One Year Later: Lies Defeat Individual Liberties Coast to Coast

A year ago, in California, those Americans who believe that they have the right to intrude into the personal lives and family choices of their neighbors amended the state constitution to deprive individual Americans of their personal freedoms. They did so based, primarily, on a lie: they claimed that banning gay marriage was necessary to prevent ministers from being legally forced to perform religious marriages for gay couples against the tenets of their faith. This was untrue and the people making the argument knew it. Thanks to their efforts and their lies, California became the first state in American history to amend their constitution to deprive American citizens of their natural rights.

That ugly record has still not been broken, but this morning the results were made official on a Maine ballot measure to repeal a state law explicitly protecting the rights of individuals to marry whom they choose.

As in California, the bigots won.

As in California, they won basing their entire campaign on a lie.

In Maine the issue was not religious freedom, but something even scarier to those with even the smallest touch of homophobia:


In addition to reaching out to young people who flocked to the polls for President Barack Obama a year ago, gay-marriage defenders tried to appeal to Maine voters' pronounced independent streak and live-and-let-live attitude.

The other side based many of its campaign ads on claims — disputed by state officials — that the new law would mean "homosexual marriage" would be taught in public schools.


Yes. That's right. They told voters that if gay marriage was legalized, then schools would start teaching their kids to be gay.

The voters are as much to blame as those advocating the bill, of course. They chose to vote to deny their fellow Americans basic personal freedoms that everyone in a free country should rightfully possess. They did so because they were bigoted enough, regardless of how many 'gay friends' they may have or how much money they've donated to AIDS research, to feel their skin reflexively crawl at the idea that their kid might be 'made gay' by the school system. They were also foolish enough to believe a lie designed to frighten them rather than vote based on principles of individual liberty.

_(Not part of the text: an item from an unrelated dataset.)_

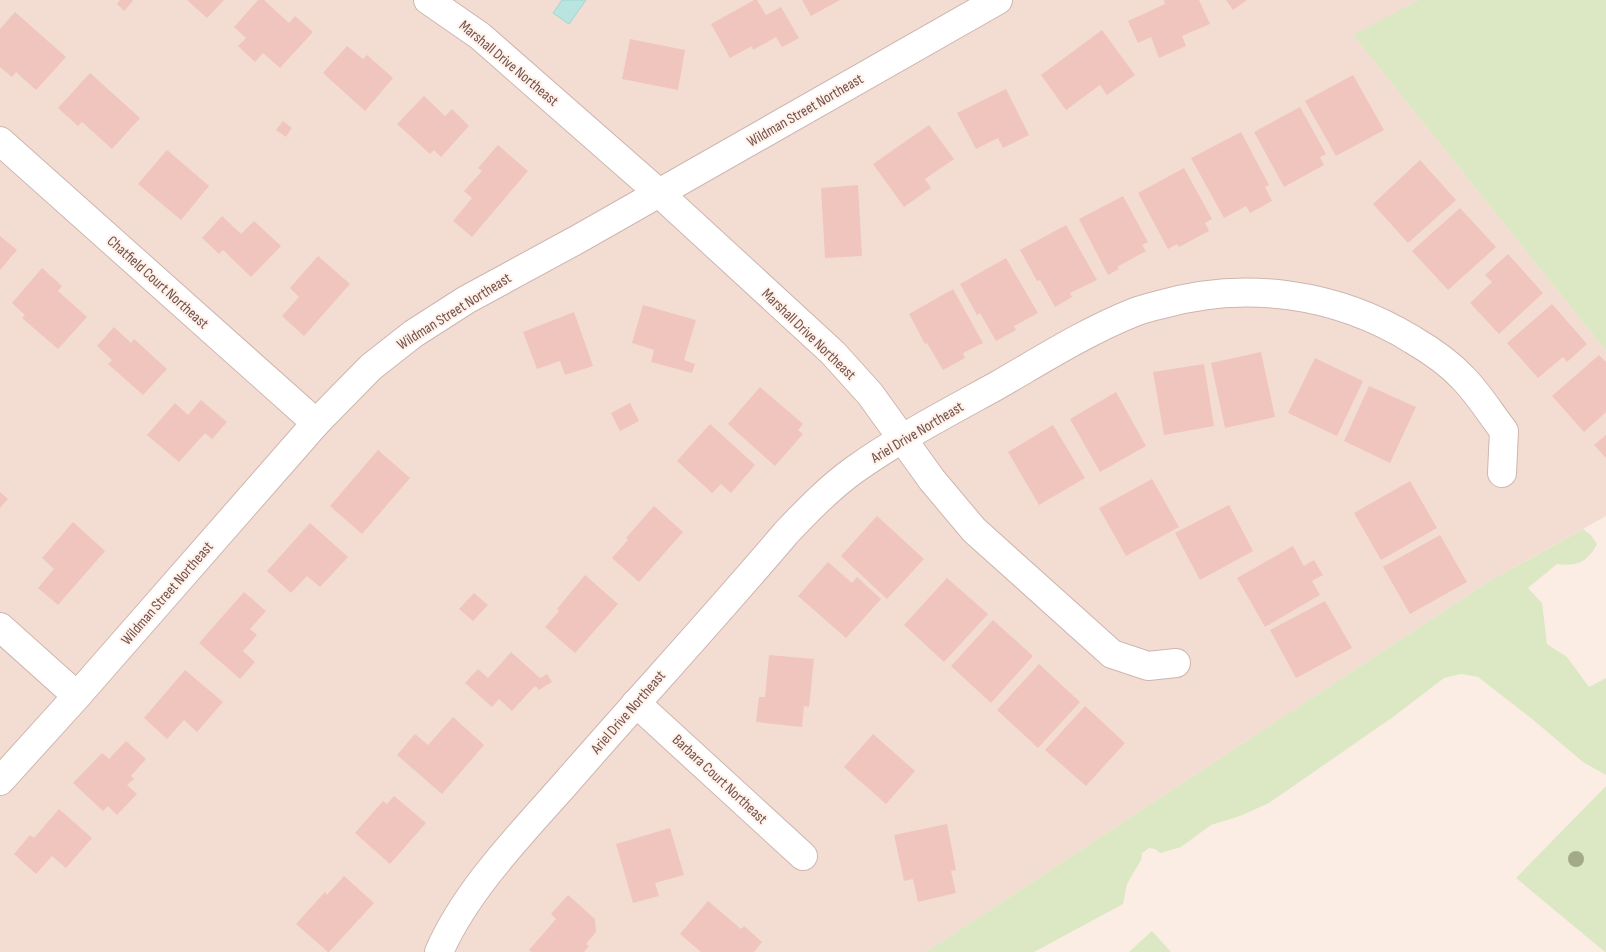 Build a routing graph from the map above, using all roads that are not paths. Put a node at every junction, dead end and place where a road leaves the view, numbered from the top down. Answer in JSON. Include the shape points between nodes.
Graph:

Yet it is impossible for me to ignore the lie. The reason for the lie is simple, of course: there is no legitimate way to argue the legalistic denial of adult Americans free choice in their private lives and there is no legitimate way to argue against the American principle of individual liberty. Since every honest argument from the right would come down to these issues, lies are necessary. Lies are always necessary to support bigotry. Bigots must lie to others, each other, and themselves in order to feel secure and moral in their bigotry. If they had to truly face and understand the truth they would not be able to live with themselves.

This is not merely about bigotry, however, nor is it merely about lies.

The notion that it is acceptable to deny individual Americans their rightful liberties as human beings is not one that should be considered valid at law by Americans, liberal or conservative. The traditional conservative policy of governmental non-intervention in the personal sphere is utterly at odds with such policy. Those of us on the left, who advocate for a more just economic, legal, and social system should be offended.

Unfortunately, individual liberty is too radical for the people of Maine... if it means someone might teach their kids to be gay.